Riforme: primo ok senza le opposizioni

ROMA - L’ultimo articolo è stato approvato poco prima delle 3 del mattino.Nell’aula semivuota per l’abbandono delle opposizioni (ci sono solo alcune “sentinelle”), rimbomba l’applauso dei deputati della maggioranza sfiniti dal tour de force delle ultime 48 ore. «Le riforme fanno bene all’Italia. E si lavora fino alle 3 di notte perché ogni giorno è prezioso», twitta un’esausta Maria Elena Boschi. Ma il via libera ai 40 articoli del ddl costituzionale, che abroga il bicameralismo perfetto, affidando alla sola Camera dei deputati il ruolo politico, a partire dalla fiducia al governo, e rivede i rapporti tra Stato e Regioni, rafforzando il potere centrale su settori strategici quali ad esempio le grandi infrastrutture (non solo materiali), passa quasi in secondo piano.

Non solo perché manca ancora l’approvazione definitiva, che, come già anticipato nei giorni scorsi dalla Capigruppo, arriverà la prima settimana di marzo (poi almeno altre tre letture), dando così la possibilità di rispettare i tempi per la conversione in legge del Milleproroghe. A rubare la scena ieri sono state le assenze perché, come ammette subito dopo il voto Ettore Rosato, vicepresidente vicario del Pd a Montecitorio, rappresentano «una ferita istituzionale» aperta e che il deputato dem si augura possa essere sanata. Lo ripeterà più tardi anche il vicesegretario del Pd Lorenzo Guerini: «Ad un certo punto viene il momento della responsabilità. Noi ieri sera ce la siamo assunta, ma non significa che vogliamo chiudere il confronto con tutti i partiti e i gruppi parlamentari».

Un ritorno alla normalità che al momento non sembra avere molte chance. Beppe Grillo invoca l’immediato ritorno al voto e torna a paventare le «dimissioni» di massa dei parlamentari pentastellati, per spingere il Capo dello Stato allo scioglimento delle Camere. «Siamo pronti a farlo», conferma Alessandro Di Battista, membro del direttorio del M5s che martedì salirà al Quirinale dove è attesa anche la delegazione di Sel.
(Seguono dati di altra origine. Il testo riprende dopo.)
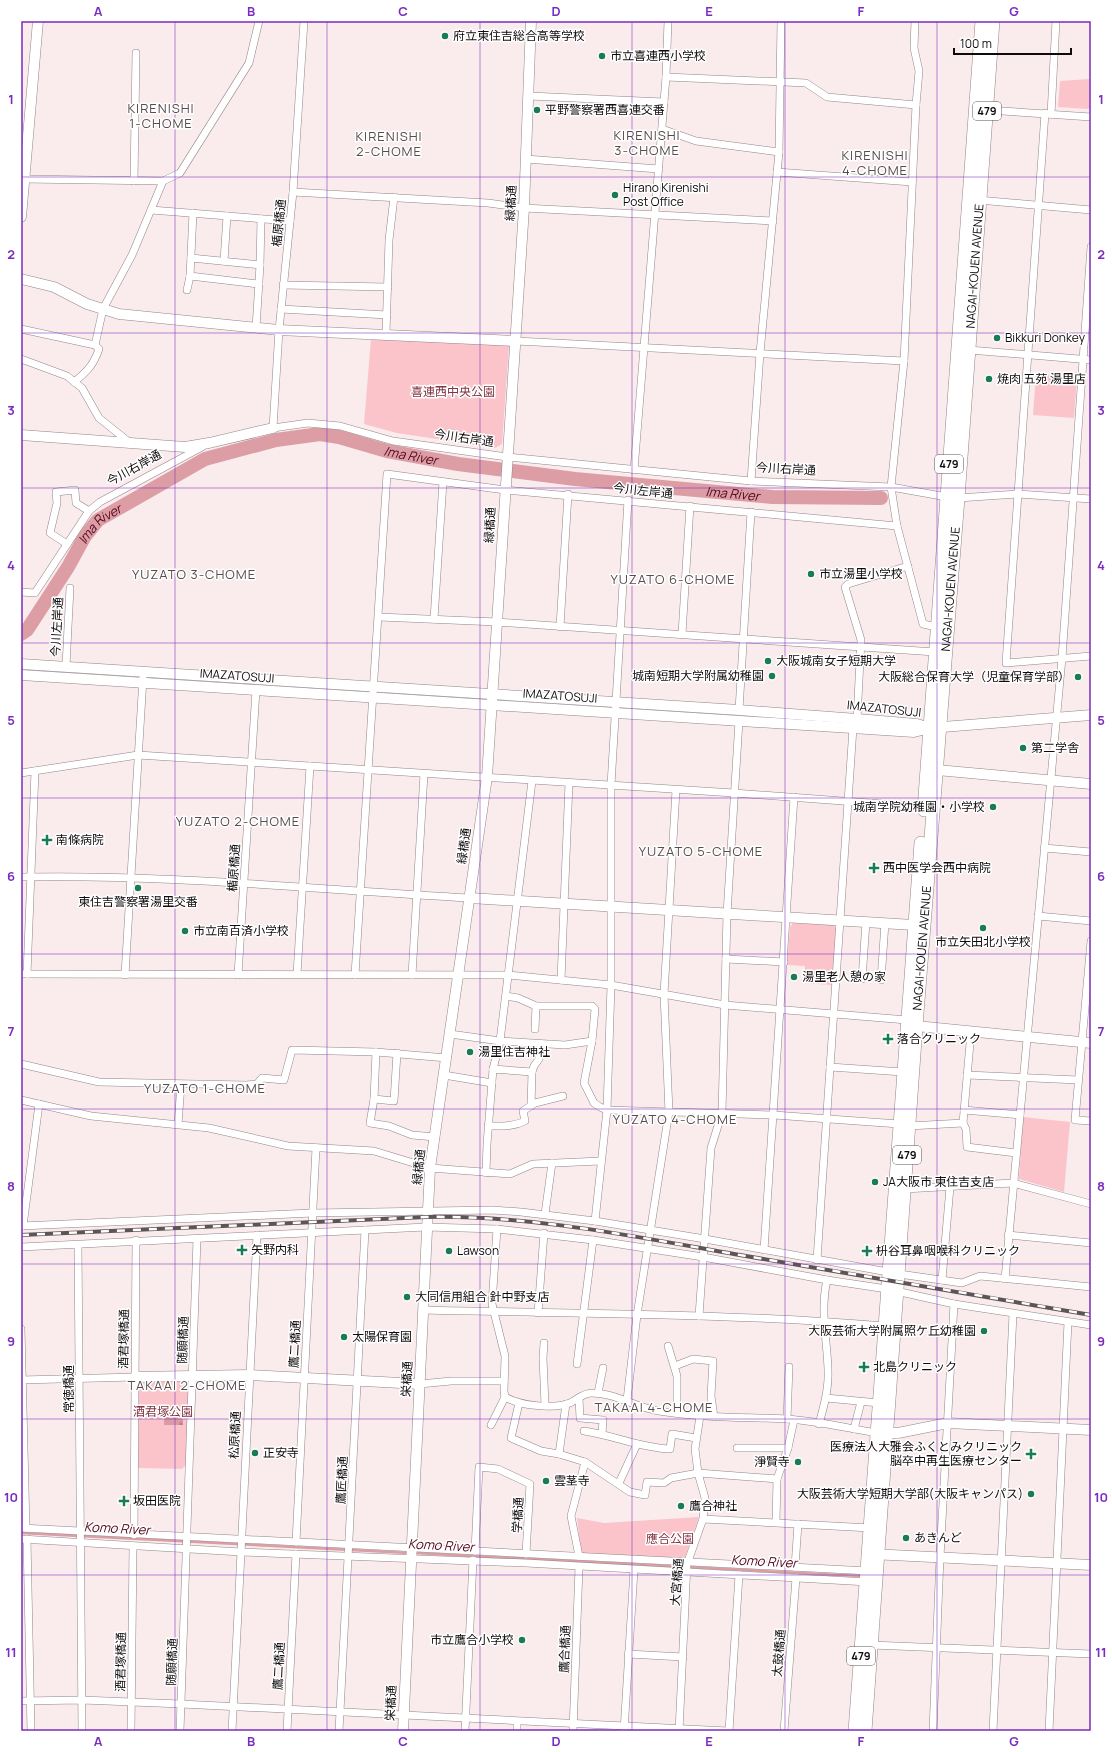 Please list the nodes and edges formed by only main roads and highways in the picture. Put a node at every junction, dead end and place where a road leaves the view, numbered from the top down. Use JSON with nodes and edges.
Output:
{"nodes":[{"id":1,"x":982,"y":21,"type":"edge"},
{"id":2,"x":994,"y":21,"type":"edge"},
{"id":3,"x":974,"y":200,"type":"junction"},
{"id":4,"x":952,"y":497,"type":"junction"},
{"id":5,"x":935,"y":728,"type":"junction"},
{"id":6,"x":911,"y":1023,"type":"junction"},
{"id":7,"x":904,"y":1125,"type":"junction"},
{"id":8,"x":894,"y":1273,"type":"junction"},
{"id":9,"x":892,"y":1291,"type":"junction"},
{"id":10,"x":882,"y":1433,"type":"junction"},
{"id":11,"x":874,"y":1554,"type":"junction"},
{"id":12,"x":872,"y":1577,"type":"junction"},
{"id":13,"x":854,"y":1731,"type":"edge"},
{"id":14,"x":865,"y":1731,"type":"edge"}],
"edges":[{"from":1,"to":3,"type":"highway","name":"NAGAI-KOUEN AVENUE","number":"479"},
{"from":2,"to":3,"type":"highway","name":"NAGAI-KOUEN AVENUE","number":"479"},
{"from":3,"to":4,"type":"highway","name":"NAGAI-KOUEN AVENUE","number":"479"},
{"from":3,"to":4,"type":"highway","name":"NAGAI-KOUEN AVENUE","number":"479"},
{"from":4,"to":5,"type":"highway","name":"NAGAI-KOUEN AVENUE","number":"479"},
{"from":4,"to":5,"type":"highway","name":"NAGAI-KOUEN AVENUE","number":"479"},
{"from":5,"to":6,"type":"highway","name":"NAGAI-KOUEN AVENUE","number":"479"},
{"from":5,"to":6,"type":"highway","name":"NAGAI-KOUEN AVENUE","number":"479"},
{"from":6,"to":7,"type":"highway","name":"NAGAI-KOUEN AVENUE","number":"479"},
{"from":6,"to":7,"type":"highway","name":"NAGAI-KOUEN AVENUE","number":"479"},
{"from":7,"to":8,"type":"highway","name":"NAGAI-KOUEN AVENUE","number":"479"},
{"from":7,"to":8,"type":"highway","name":"NAGAI-KOUEN AVENUE","number":"479"},
{"from":8,"to":9,"type":"highway","name":"NAGAI-KOUEN AVENUE","number":"479"},
{"from":9,"to":10,"type":"highway","name":"NAGAI-KOUEN AVENUE","number":"479"},
{"from":9,"to":10,"type":"highway","name":"NAGAI-KOUEN AVENUE","number":"479"},
{"from":10,"to":11,"type":"highway","name":"NAGAI-KOUEN AVENUE","number":"479"},
{"from":10,"to":11,"type":"highway","name":"NAGAI-KOUEN AVENUE","number":"479"},
{"from":11,"to":12,"type":"highway","name":"NAGAI-KOUEN AVENUE","number":"479"},
{"from":12,"to":13,"type":"highway","name":"NAGAI-KOUEN AVENUE","number":"479"},
{"from":12,"to":14,"type":"highway","name":"NAGAI-KOUEN AVENUE","number":"479"}]}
A Sergio Mattarella guarda anche Fi che però non ha ancora formalizzato la richiesta. Ieri Renato Brunetta ha detto che presenteranno al Capo dello Stato «il manifesto per la difesa della Repubblica», contro quello che definisce un mostro «giuridico», ossia il binomio Italicum-riforma costituzionale. Ma per Fi è fondamentale anche marcare la differenza rispetto alle altre opposizioni. Anche perché sia l’Italicum che la riforma costituzionale sono in buona parte eredità degli accordi tra Berlusconi e Renzi, ovvero del de cuius Patto del Nazareno. Giovanni Toti, consigliere politico del Cavaliere, si mostra prudente auspicando che «quando si tornerà in Aula a parlare di riforme il Pd si svegli da questo sogno, anzi da quest'incubo di autoreferenzialità e arroganza».

Intanto i centristi rivendicano il loro ruolo essenziale nel via libera alle riforme. Angelino Alfano, leader di Ncd oggi Area popolare, auspica che «si possa riaprire il dialogo con Fi». Ma, allo stesso tempo, sottolinea che «le riforme approvate erano attese da 20 anni e sarebbe stato un grande errore consegnarle al voto della sola sinistra».

Al voto finale mancano ora due settimane.Nel Pd la minoranza continua a scalpitare anche se ieri il gruppo si è presentato compatto (non hanno partecipato al voto solo Civati e Fassina).